What you are asked to do: The listing below is to be reproduced in full, exactly as given.

====== Data for review

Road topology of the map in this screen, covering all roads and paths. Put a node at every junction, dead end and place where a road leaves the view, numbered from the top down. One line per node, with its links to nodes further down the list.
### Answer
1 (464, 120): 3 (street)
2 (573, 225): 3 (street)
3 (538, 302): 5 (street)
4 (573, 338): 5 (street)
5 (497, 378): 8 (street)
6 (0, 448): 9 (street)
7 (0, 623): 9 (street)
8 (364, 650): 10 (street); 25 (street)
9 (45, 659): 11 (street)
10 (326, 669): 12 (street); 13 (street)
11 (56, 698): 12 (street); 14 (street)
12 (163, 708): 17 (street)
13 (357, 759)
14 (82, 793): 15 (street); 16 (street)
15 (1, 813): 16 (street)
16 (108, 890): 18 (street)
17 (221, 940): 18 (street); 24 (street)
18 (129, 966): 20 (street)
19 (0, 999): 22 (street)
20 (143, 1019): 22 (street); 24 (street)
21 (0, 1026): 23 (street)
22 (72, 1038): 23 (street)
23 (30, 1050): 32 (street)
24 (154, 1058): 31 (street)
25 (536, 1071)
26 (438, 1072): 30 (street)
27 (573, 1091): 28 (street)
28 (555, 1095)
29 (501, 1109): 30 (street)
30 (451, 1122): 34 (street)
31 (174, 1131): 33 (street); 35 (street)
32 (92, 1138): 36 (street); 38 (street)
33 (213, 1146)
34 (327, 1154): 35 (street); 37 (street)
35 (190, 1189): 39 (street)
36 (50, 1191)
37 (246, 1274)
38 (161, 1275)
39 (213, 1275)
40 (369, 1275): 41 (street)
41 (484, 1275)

============

Response to the task:
Road topology of the map in this screen, covering all roads and paths. Put a node at every junction, dead end and place where a road leaves the view, numbered from the top down. One line per node, with its links to nodes further down the list.
### Answer
1 (464, 120): 3 (street)
2 (573, 225): 3 (street)
3 (538, 302): 5 (street)
4 (573, 338): 5 (street)
5 (497, 378): 8 (street)
6 (0, 448): 9 (street)
7 (0, 623): 9 (street)
8 (364, 650): 10 (street); 25 (street)
9 (45, 659): 11 (street)
10 (326, 669): 12 (street); 13 (street)
11 (56, 698): 12 (street); 14 (street)
12 (163, 708): 17 (street)
13 (357, 759)
14 (82, 793): 15 (street); 16 (street)
15 (1, 813): 16 (street)
16 (108, 890): 18 (street)
17 (221, 940): 18 (street); 24 (street)
18 (129, 966): 20 (street)
19 (0, 999): 22 (street)
20 (143, 1019): 22 (street); 24 (street)
21 (0, 1026): 23 (street)
22 (72, 1038): 23 (street)
23 (30, 1050): 32 (street)
24 (154, 1058): 31 (street)
25 (536, 1071)
26 (438, 1072): 30 (street)
27 (573, 1091): 28 (street)
28 (555, 1095)
29 (501, 1109): 30 (street)
30 (451, 1122): 34 (street)
31 (174, 1131): 33 (street); 35 (street)
32 (92, 1138): 36 (street); 38 (street)
33 (213, 1146)
34 (327, 1154): 35 (street); 37 (street)
35 (190, 1189): 39 (street)
36 (50, 1191)
37 (246, 1274)
38 (161, 1275)
39 (213, 1275)
40 (369, 1275): 41 (street)
41 (484, 1275)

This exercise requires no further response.